Like many Americans, I became aware of Rachel Cusk through her memoir A Life’s Work: On Becoming a Mother , which is still the most poetic, unsparing description of the first year of motherhood I’ve ever read. But Cusk’s real specialty is the novel, particularly the closely observed drama of domestic unhappiness. Her latest, The Bradshaw Variations , has a promising set-up. Thomas Bradshaw has decided to switch places with his intense, intellectual wife. He stays home with their daughter Alexa and practices the piano while Tonie goes off to her job as a professor. Thomas finds himself unsure of what to do hour to hour, while Tonie finds herself away at a hotel and lonely. Cusk is especially good at describing their different conceptions of time, how, without the steel building and the synthetic smell of his old secretary’s clothing, Thomas has a hard time placing himself in the present.

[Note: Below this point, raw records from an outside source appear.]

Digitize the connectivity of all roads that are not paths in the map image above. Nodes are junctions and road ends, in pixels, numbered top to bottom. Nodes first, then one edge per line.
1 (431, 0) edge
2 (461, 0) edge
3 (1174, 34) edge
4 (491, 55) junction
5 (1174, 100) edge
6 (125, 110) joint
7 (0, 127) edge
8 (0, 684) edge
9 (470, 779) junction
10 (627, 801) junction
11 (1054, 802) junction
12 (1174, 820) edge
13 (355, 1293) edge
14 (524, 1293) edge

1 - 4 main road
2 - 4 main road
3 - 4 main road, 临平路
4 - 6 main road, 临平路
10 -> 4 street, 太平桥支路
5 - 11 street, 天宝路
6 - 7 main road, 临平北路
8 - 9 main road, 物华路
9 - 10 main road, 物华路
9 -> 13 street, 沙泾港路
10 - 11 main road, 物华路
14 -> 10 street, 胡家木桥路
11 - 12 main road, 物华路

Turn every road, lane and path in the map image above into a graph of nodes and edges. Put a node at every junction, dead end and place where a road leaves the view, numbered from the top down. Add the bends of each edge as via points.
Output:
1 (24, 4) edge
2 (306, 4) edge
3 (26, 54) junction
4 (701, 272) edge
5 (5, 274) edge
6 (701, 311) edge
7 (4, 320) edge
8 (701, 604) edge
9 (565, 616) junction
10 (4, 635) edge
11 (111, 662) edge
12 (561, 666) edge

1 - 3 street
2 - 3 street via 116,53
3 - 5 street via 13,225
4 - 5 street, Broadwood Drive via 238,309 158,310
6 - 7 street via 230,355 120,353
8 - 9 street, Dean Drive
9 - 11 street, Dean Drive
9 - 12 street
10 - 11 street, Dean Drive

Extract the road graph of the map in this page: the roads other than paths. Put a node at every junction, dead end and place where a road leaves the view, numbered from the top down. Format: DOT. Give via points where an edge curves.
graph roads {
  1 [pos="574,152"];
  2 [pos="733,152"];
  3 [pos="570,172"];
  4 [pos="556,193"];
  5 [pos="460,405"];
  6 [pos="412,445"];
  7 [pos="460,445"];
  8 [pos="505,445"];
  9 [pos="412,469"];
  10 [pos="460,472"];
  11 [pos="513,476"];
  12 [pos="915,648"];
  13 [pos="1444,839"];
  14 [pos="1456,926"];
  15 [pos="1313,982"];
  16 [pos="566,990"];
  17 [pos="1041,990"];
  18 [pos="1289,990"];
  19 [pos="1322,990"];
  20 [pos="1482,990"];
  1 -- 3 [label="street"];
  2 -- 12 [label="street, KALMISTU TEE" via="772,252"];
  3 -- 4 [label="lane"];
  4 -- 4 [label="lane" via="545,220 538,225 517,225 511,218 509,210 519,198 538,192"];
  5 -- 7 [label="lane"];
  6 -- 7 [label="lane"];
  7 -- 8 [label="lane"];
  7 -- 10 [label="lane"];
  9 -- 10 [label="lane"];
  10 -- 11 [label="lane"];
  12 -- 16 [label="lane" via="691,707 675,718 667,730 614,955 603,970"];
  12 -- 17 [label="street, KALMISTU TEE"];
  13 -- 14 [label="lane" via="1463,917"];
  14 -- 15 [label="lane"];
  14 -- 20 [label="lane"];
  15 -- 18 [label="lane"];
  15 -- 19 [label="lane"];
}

Over time, each of them settles into a new rhythm, and while they are not exactly unhappy with each other, their life together becomes a series of missed connection. Such is true for everyone in the extended Bradshaw family-Thomas’ brothers, his parents, and in-laws. All are half-estranged, failing to communicate, discontented but never quite able to articulate why. As with many of Cusk’s suburban set pieces, after a few chapters a certain sourness seems to settle over the neighborhood. The individual characters become irrelevant; the essential actor is the pervasive isolation and disenchantment, which afflicts old and young alike. Cusk lost me when she grafted this weary voice even onto Alexa. No child in elementary school “thinks she likes this huge, unspecified freedom that lies darkly all around this fussing, probing point of knowledge.”

The novel ends in a very punishing way. Tonie finally manages to forge a connection and a few hours of pleasure, and she is brutally punished for that sin. She instantly quits her job and repents. It’s a great disappointment. In her memoir of last year, The Last Supper: A Summer In Italy , Cusk did a fine job defending her choice to seek novelty and adventure over the settled routines of domestic life. I found myself wishing she’d once give her characters a taste of that freedom as well.